Ai cattolici, del resto, è sempre stato caro il principio della “scelta preferenziale per i poveri”, come si diceva una volta. Oggi Papa Francesco parla, non a caso, di nuovo umanesimo e di ripartenza “dalle periferie”.
Rileggere Moro ci aiuta a capire che la risposta principale alla crisi della democrazia non sta nella tentazione tecnocratica e men che meno nella suggestione populista.
Sta piuttosto nella capacità di farsi carico della lettura dei processi sociali e nella attitudine a corrispondere alle nuove “attese della povera gente”.
Certo, lo sappiamo, la stagione delle ideologie ha fatto il suo tempo e la configurazione della dinamica sociale è radicalmente cambiata.
Ma non è finita – né a livello mondiale, né in Europa – la lunga e faticosa marcia di chi non ha voce, diritti, potere, speranza, opportunità, garanzie.
Nasce da qui l’imperativo morale, prima che politico, per i cattolici democratici, di rifiutare l’appellativo di “moderati” e di sentirsi investiti piuttosto dal vento dell’inquietudine.

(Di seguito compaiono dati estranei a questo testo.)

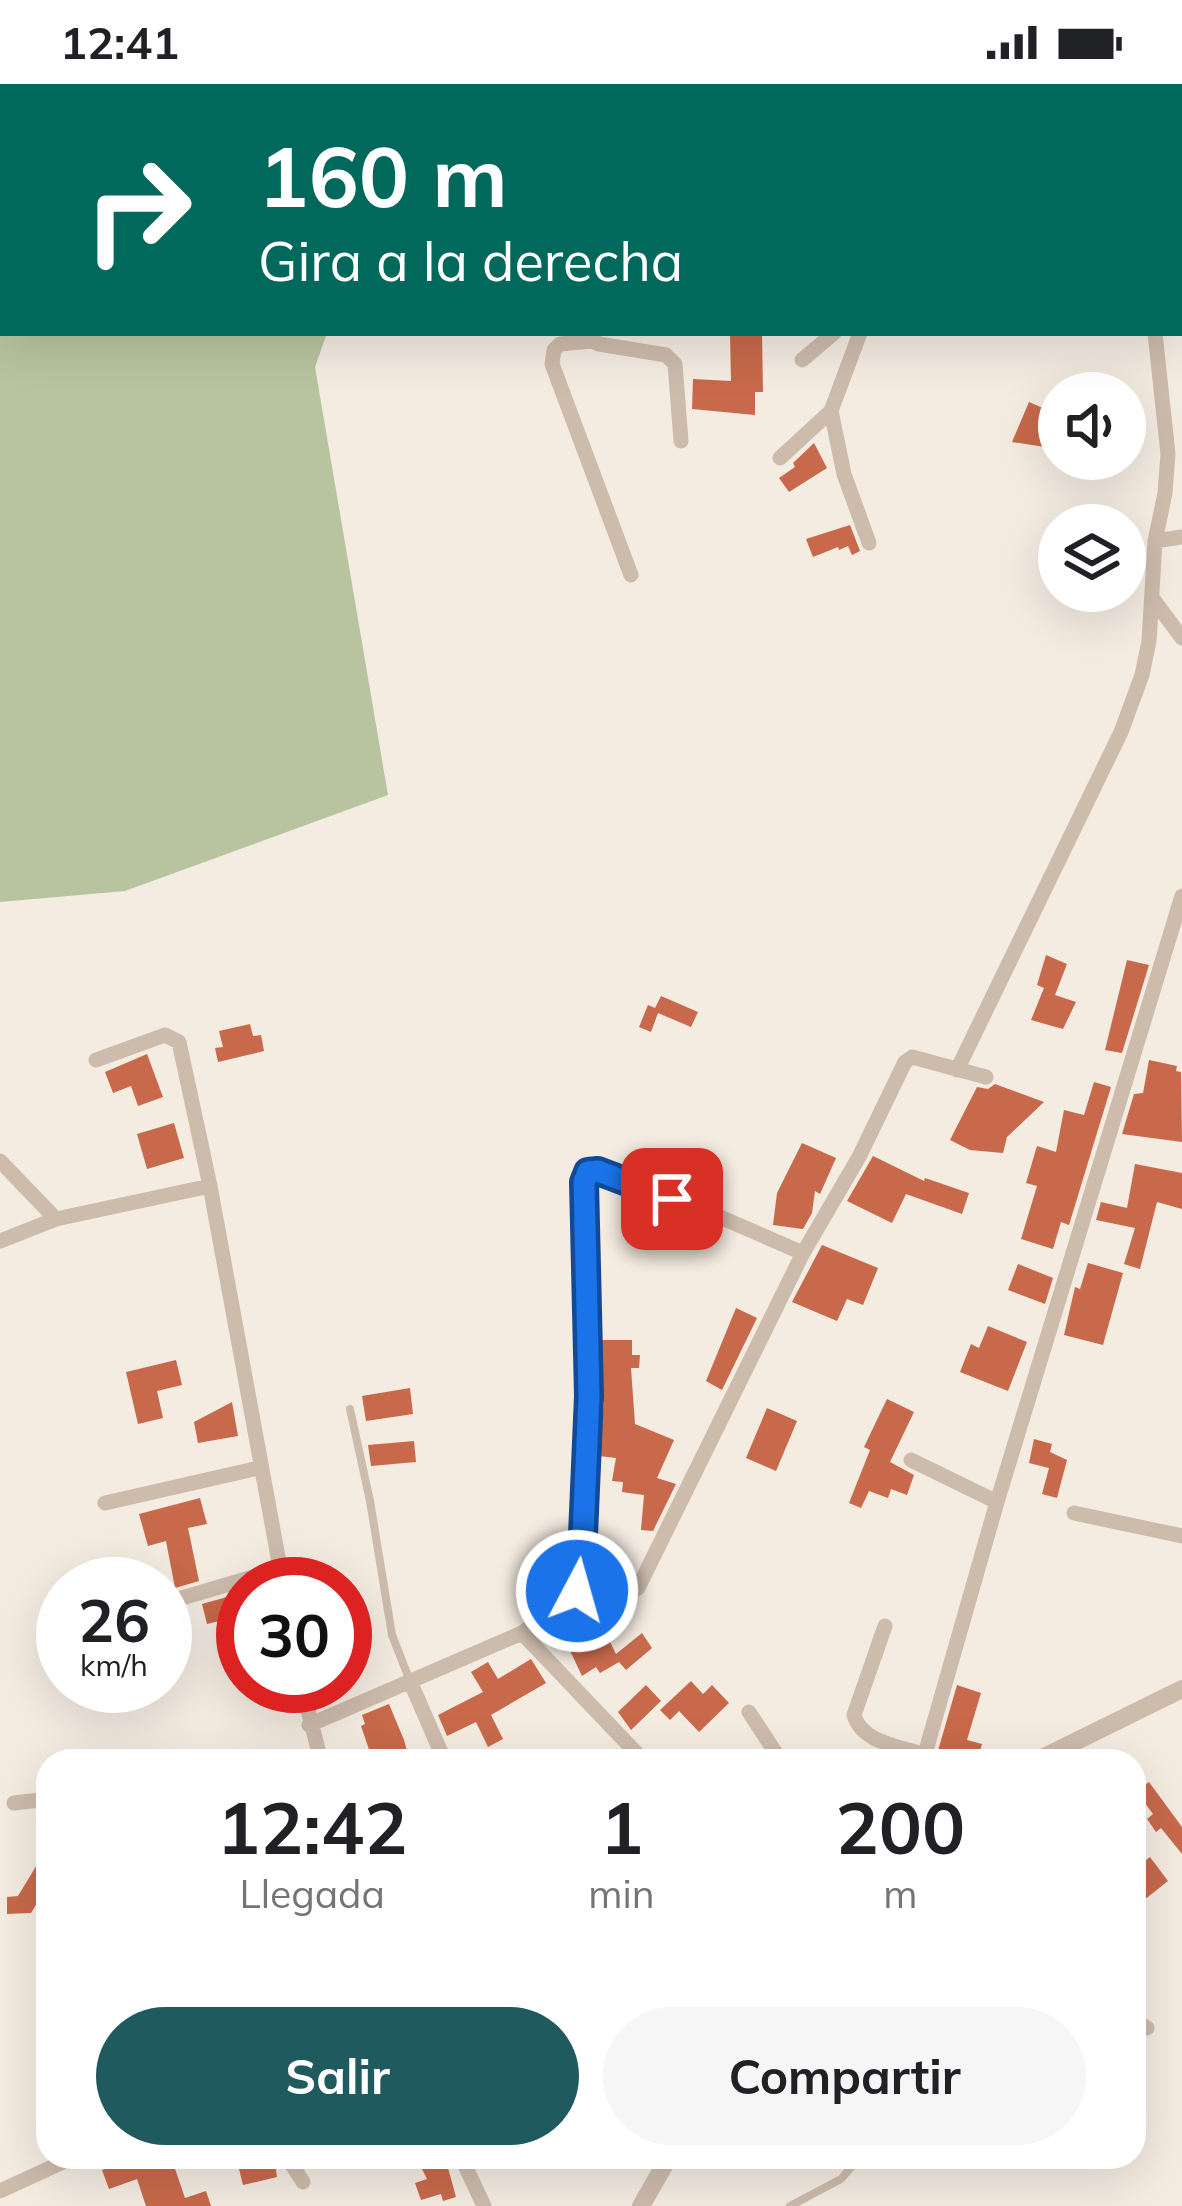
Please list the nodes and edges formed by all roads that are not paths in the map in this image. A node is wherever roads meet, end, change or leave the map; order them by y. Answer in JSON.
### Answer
{"nodes":[{"id":1,"x":830,"y":336,"type":"edge"},
{"id":2,"x":859,"y":336,"type":"edge"},
{"id":3,"x":1155,"y":336,"type":"edge"},
{"id":4,"x":592,"y":337,"type":"edge"},
{"id":5,"x":802,"y":360,"type":"dead end"},
{"id":6,"x":831,"y":411,"type":"junction"},
{"id":7,"x":681,"y":441,"type":"dead end"},
{"id":8,"x":780,"y":458,"type":"dead end"},
{"id":9,"x":1182,"y":537,"type":"edge"},
{"id":10,"x":1155,"y":541,"type":"junction"},
{"id":11,"x":869,"y":543,"type":"dead end"},
{"id":12,"x":631,"y":575,"type":"dead end"},
{"id":13,"x":1152,"y":596,"type":"junction"},
{"id":14,"x":1182,"y":638,"type":"edge"},
{"id":15,"x":1182,"y":896,"type":"edge"},
{"id":16,"x":96,"y":1060,"type":"dead end"},
{"id":17,"x":957,"y":1070,"type":"junction"},
{"id":18,"x":986,"y":1076,"type":"dead end"},
{"id":19,"x":0,"y":1161,"type":"edge"},
{"id":20,"x":210,"y":1186,"type":"junction"},
{"id":21,"x":56,"y":1219,"type":"junction"},
{"id":22,"x":0,"y":1241,"type":"edge"},
{"id":23,"x":803,"y":1252,"type":"junction"},
{"id":24,"x":350,"y":1409,"type":"dead end"},
{"id":25,"x":911,"y":1460,"type":"dead end"},
{"id":26,"x":260,"y":1468,"type":"junction"},
{"id":27,"x":997,"y":1502,"type":"junction"},
{"id":28,"x":105,"y":1503,"type":"dead end"},
{"id":29,"x":1073,"y":1513,"type":"dead end"},
{"id":30,"x":1182,"y":1536,"type":"edge"},
{"id":31,"x":277,"y":1557,"type":"edge"},
{"id":32,"x":577,"y":1591,"type":"junction"},
{"id":33,"x":885,"y":1626,"type":"dead end"},
{"id":34,"x":521,"y":1633,"type":"junction"},
{"id":35,"x":410,"y":1681,"type":"junction"},
{"id":36,"x":1182,"y":1689,"type":"edge"},
{"id":37,"x":748,"y":1712,"type":"dead end"},
{"id":38,"x":307,"y":1713,"type":"edge"},
{"id":39,"x":309,"y":1725,"type":"junction"},
{"id":40,"x":317,"y":1749,"type":"edge"},
{"id":41,"x":440,"y":1749,"type":"edge"},
{"id":42,"x":632,"y":1749,"type":"edge"},
{"id":43,"x":773,"y":1749,"type":"edge"},
{"id":44,"x":901,"y":1749,"type":"edge"},
{"id":45,"x":927,"y":1749,"type":"edge"},
{"id":46,"x":1060,"y":1749,"type":"edge"},
{"id":47,"x":36,"y":1800,"type":"edge"},
{"id":48,"x":14,"y":1802,"type":"dead end"},
{"id":49,"x":48,"y":2169,"type":"edge"},
{"id":50,"x":294,"y":2169,"type":"edge"},
{"id":51,"x":467,"y":2169,"type":"edge"},
{"id":52,"x":662,"y":2169,"type":"edge"},
{"id":53,"x":850,"y":2169,"type":"edge"},
{"id":54,"x":303,"y":2182,"type":"dead end"},
{"id":55,"x":0,"y":2191,"type":"edge"},
{"id":56,"x":484,"y":2206,"type":"edge"},
{"id":57,"x":641,"y":2206,"type":"edge"},
{"id":58,"x":790,"y":2206,"type":"edge"}],
"edges":[{"from":1,"to":5,"type":"street"},
{"from":2,"to":6,"type":"street"},
{"from":3,"to":10,"type":"street"},
{"from":4,"to":7,"type":"street"},
{"from":4,"to":12,"type":"street"},
{"from":6,"to":8,"type":"street"},
{"from":6,"to":11,"type":"street"},
{"from":9,"to":10,"type":"street"},
{"from":10,"to":13,"type":"street"},
{"from":13,"to":14,"type":"street"},
{"from":13,"to":17,"type":"street"},
{"from":15,"to":27,"type":"street"},
{"from":16,"to":20,"type":"street"},
{"from":17,"to":18,"type":"street"},
{"from":17,"to":23,"type":"street"},
{"from":19,"to":21,"type":"street"},
{"from":20,"to":21,"type":"street"},
{"from":20,"to":26,"type":"street"},
{"from":21,"to":22,"type":"street"},
{"from":23,"to":32,"type":"street"},
{"from":23,"to":32,"type":"street"},
{"from":24,"to":35,"type":"lane"},
{"from":25,"to":27,"type":"street"},
{"from":26,"to":28,"type":"street"},
{"from":26,"to":31,"type":"street"},
{"from":27,"to":45,"type":"street"},
{"from":29,"to":30,"type":"street"},
{"from":32,"to":34,"type":"street"},
{"from":33,"to":44,"type":"street"},
{"from":34,"to":35,"type":"street"},
{"from":34,"to":42,"type":"street"},
{"from":35,"to":39,"type":"street"},
{"from":35,"to":41,"type":"street"},
{"from":36,"to":46,"type":"street"},
{"from":37,"to":43,"type":"street"},
{"from":38,"to":39,"type":"street"},
{"from":39,"to":40,"type":"street"},
{"from":47,"to":48,"type":"street"},
{"from":49,"to":55,"type":"street"},
{"from":50,"to":54,"type":"street"},
{"from":51,"to":56,"type":"street"},
{"from":52,"to":57,"type":"street"},
{"from":53,"to":58,"type":"lane"}]}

La seconda questione, correlata alla prima, di enorme portata e di impellente attualità riguarda la crisi della Politica.

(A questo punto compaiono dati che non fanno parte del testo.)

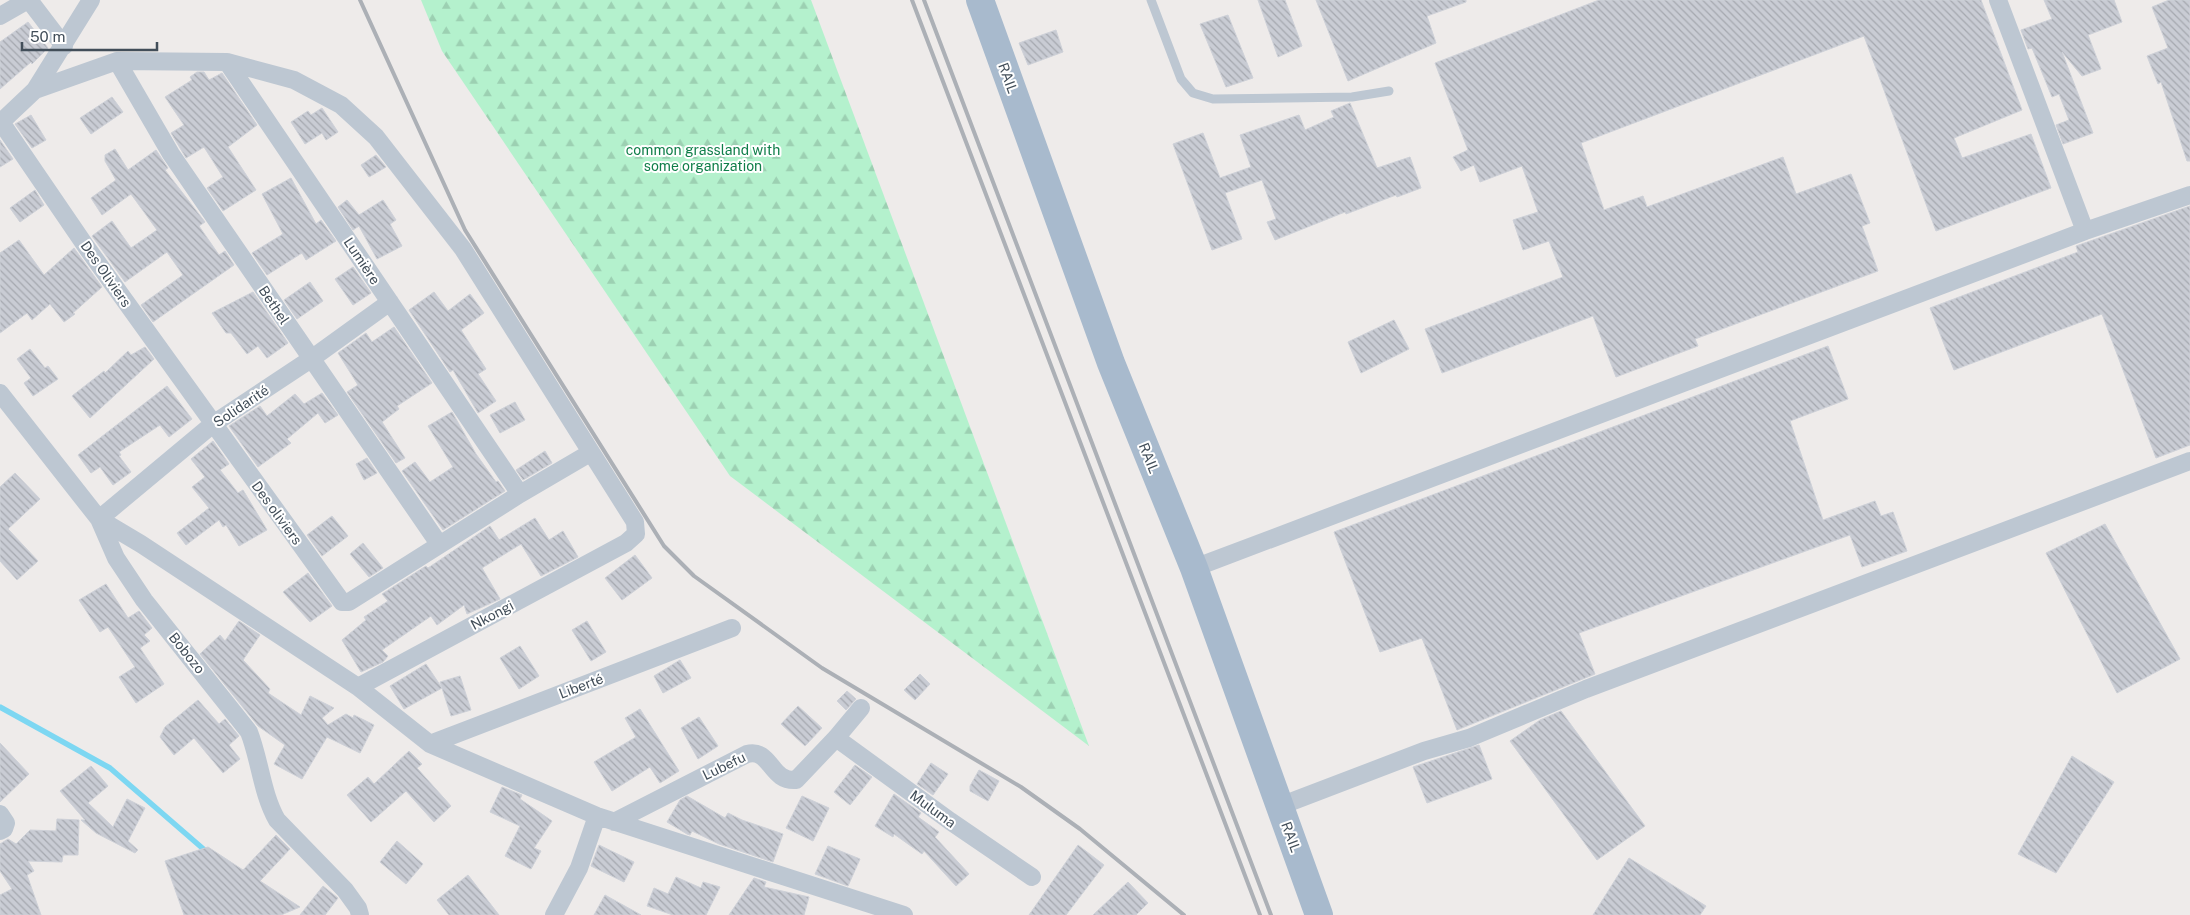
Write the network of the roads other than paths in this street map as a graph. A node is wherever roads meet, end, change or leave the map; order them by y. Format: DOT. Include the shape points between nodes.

Moro ci suggerisce che essa non è crisi di capacità e di velocità, ma di rappresentanza e dunque di consenso consapevole e autentico.
Ricordiamo il grande discorso ai Gruppi Parlamentari della DC del 28 febbraio 1978.Vi si coglie l’essenza di una visione della politica come sforzo di governo dei passaggi complessi, tentativo fino all’estremo di farsi carico delle ragioni degli interlocutori, ricerca di un consenso anche sofferto ma vero, non alterato dalla scorciatoia della tifoseria.

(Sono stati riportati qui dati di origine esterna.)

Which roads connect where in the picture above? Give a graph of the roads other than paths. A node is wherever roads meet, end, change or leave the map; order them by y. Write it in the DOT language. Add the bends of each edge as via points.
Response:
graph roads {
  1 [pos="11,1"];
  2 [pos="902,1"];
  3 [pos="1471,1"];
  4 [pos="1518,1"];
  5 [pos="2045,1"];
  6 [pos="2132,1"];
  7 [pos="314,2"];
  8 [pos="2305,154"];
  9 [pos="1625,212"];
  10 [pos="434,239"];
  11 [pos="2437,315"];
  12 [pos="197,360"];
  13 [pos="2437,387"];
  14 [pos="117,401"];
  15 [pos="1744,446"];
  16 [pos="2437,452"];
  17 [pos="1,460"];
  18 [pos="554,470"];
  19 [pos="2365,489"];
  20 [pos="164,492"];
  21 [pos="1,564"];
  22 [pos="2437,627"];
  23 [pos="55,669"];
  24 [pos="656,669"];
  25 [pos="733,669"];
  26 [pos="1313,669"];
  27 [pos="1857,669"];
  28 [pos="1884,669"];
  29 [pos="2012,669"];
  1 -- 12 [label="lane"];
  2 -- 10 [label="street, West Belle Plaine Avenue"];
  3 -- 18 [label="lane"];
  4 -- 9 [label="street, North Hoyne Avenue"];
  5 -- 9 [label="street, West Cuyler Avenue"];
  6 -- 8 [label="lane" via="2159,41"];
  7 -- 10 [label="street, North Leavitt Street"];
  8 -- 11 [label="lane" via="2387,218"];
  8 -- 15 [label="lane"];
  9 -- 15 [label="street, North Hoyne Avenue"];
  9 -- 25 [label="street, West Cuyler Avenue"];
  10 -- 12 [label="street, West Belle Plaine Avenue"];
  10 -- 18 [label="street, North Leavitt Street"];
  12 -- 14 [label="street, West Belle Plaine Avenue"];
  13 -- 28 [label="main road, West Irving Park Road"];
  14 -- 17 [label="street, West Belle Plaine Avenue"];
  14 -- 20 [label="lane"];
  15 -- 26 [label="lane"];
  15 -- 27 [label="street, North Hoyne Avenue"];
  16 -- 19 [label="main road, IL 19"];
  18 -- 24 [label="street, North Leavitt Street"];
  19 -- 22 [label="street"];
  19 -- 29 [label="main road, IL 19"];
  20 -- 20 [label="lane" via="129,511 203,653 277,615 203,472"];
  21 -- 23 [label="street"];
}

Oggi il contesto è radicalmente cambiato, così come inediti sono i meccanismi della comunicazione e dunque della formazione del consenso.
Ma rileggere Moro ci fa capire che senza Politica e senza un consenso che sia frutto di convincimento e di responsabilità condivisa non si possono fare riforme durature e profonde che – pur nella salutare dialettica delle idee – uniscano la comunità sul sentiero del futuro.
Le difficoltà di Matteo Renzi in questa fase derivano proprio da qui. Sono figlie della mancanza di una infrastruttura politica e sociale capace di costruire consenso vero e duraturo.
E così le riforme appaiono fredde e lontane dalla vita delle persone e le scelte – anche quelle giuste – dividono il Paese (cosa diversa dal ceto politico) non tra innovatori e conservatori, ma tra inclusi ed esclusi dalla loro narrazione.
In realtà, anche la durezza della disputa sul referendum costituzionale del prossimo 4 dicembre deriva da questo deficit.
Rileggere Moro deve aiutarci anche in questo passaggio.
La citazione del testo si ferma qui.